Friday, July 27, 2007

Dignity's for Sissies

Okay...I have to tread lightly, in order to avoid looking like a lunatic in front of the entire Internet...

Remember my truck title replacement project? I was proud of myself. I jumped through the various bureaucratic hoops required in order to get an application to get another application to apply for a truck title. I was able to remain sane, while maintaining my sense of humor AND my dignity.

Today, six weeks later, I received my reply letter from the Secretary of State's office. It was a 10 page missive, outlining my various weaknesses, faults, errors and moral failings. In fact, the only thing they forgot to mention was my unmanageable hair...but maybe they're saving that for the next letter.

The letter described the missing documents, the incomplete attestation outlining my irresponsibility for having lost the title in the first place, and the additional fees I (fraudulently) failed to pay. But lastly, buried at the end of the letter right before they thanked me for the opportunity to be of service, was a paragraph demanding the lien release of the first of many owners from the Citizens National Bank...in 1988. I wept. I cursed the Gods of Government. I hastily assembled voodoo dolls of Jesse White and Rod Blagojovich, then ground them up in the food processor. I beat my head against the floor. I set the cats on fire. I took a bottle of Valium and washed it down with a quart of whiskey. Finally...I picked up the phone.

My first phone call landed me at a branch of the Citizens National Bank in Ohio, speaking to a very kind woman who informed me that there is no national headquarters, I'll have to call the Secretary of States office and ask them which branch of Citizen's National the loan went through. I called, and got another nice woman who called me "hon" and "dear"...but told me they had no way of knowing that information. I told her it might have been in Indiana somewhere.
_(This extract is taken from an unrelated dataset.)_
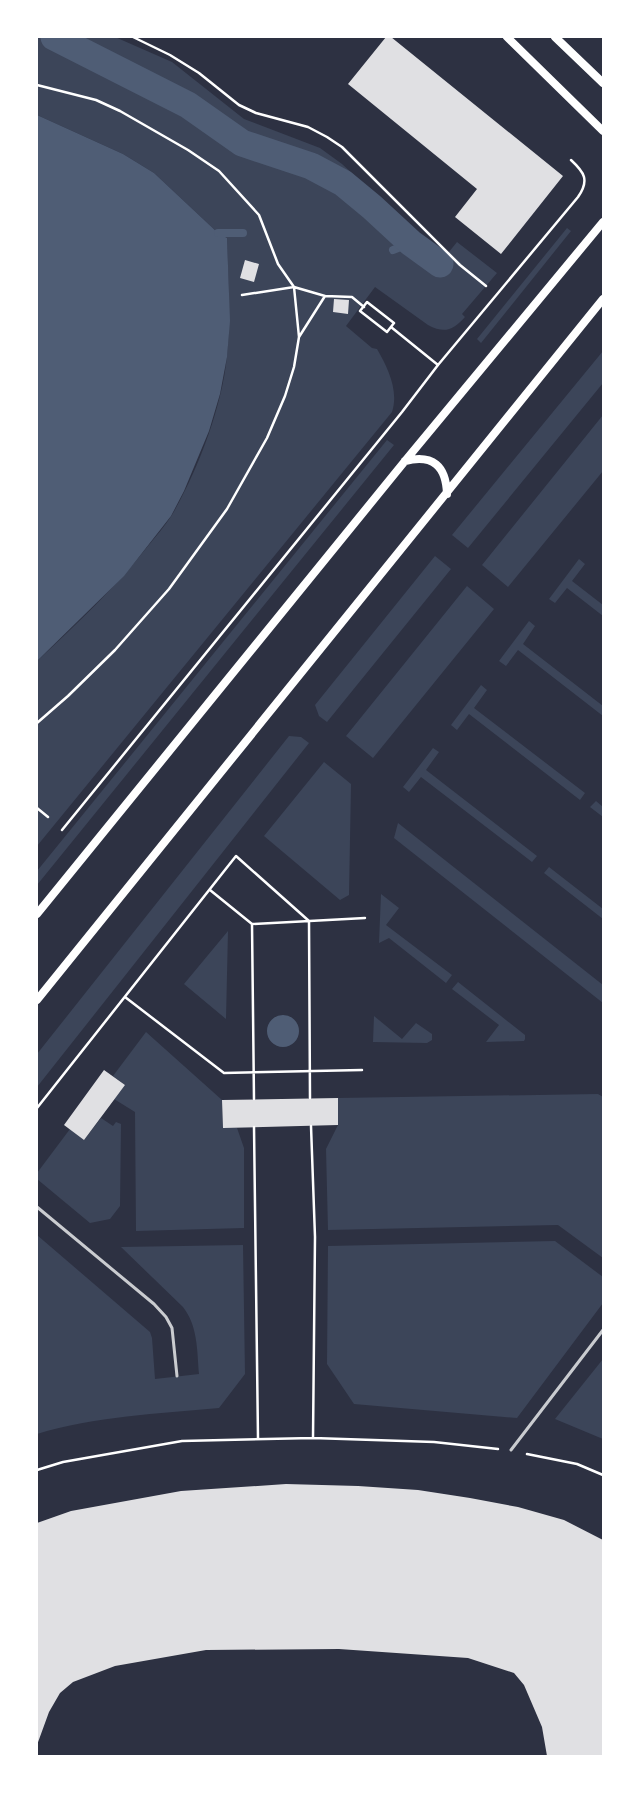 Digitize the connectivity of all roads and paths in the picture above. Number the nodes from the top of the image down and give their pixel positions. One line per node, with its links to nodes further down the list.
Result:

"Evansville?", she asked me. "Probably.", I answered.

I called Directory Assistance. There is no CNB in Evansville, says the operator. "Can I have some other CNB?" "Certainly."

The receptionist at the branch in Albany told me that the CNB in Evansville has been taken over by Fifth-Third Bank. I called them, explained my story, and the loan officer told me that, for privacy reasons, I'll have to contact the original owners of the vehicle and ask them to request a lien clearance letter for the vehicle, then mail it to me.

But...but...I don't know the original owner, and it's been 20 years since they took out the loan. I don't want to stalk them, I just want a letter stating they paid off the truck.

"Sorry. There's nothing we can do." says Bank Lady.

For a moment, I was stymied. No title without the letter, no letter without hunting down the original owners from 20 years ago.

I briefly considered stealing the tags off some other Ford Ranger. There are a million of them. I don't speed; no cop would ever pull me over. The truck is old...it can't have more than 5 years left in it. Of course, that means stealing a sticker every year, too....

Okay...that seems hard. And I don't want to go to the Women's Prison for a $300 pickup truck. Except...there are probably lots of dykes in prison (I've seen all the movies), and Lori probably wouldn't mind if I slept with a few of them, as long as I didn't bring them home after I got paroled...

No. It's not worth it. I'm a Laboratory Professional. I save lives. I am not going to skulk around, stealing licence plates in order to circumvent the Darwinian process of navigating the Illinois Secretary of State's office. I will adapt.

Another Call to the 5/3 Bank got me a higher bank officer, who finally reluctantly agreed to look at the letter from the SOS, and decide whether to send me her letter. I copied. I faxed. I followed up. And then...I took Cuppy to the vet.

As Scarlett said, "Tomorrow's another day." And egos are made for bruising. I'm more than happy to grovel and show my soft underbelly to anyone who'd like to kick it in order to get this title project finished.

What the hell. I've got a brain injury. In two months I'll forget all about the trauma.

2 comments:

Cedar said...

You know you really screw this up and go to prison you could actually make your own licence plate. Just a positive thought.

Suzanne said...

I cannot trust a bank that is a fraction. You are brave in dealing with them. This is starting to seem like it could end in a Pyrrhic victory, though. (I just love that phrase.)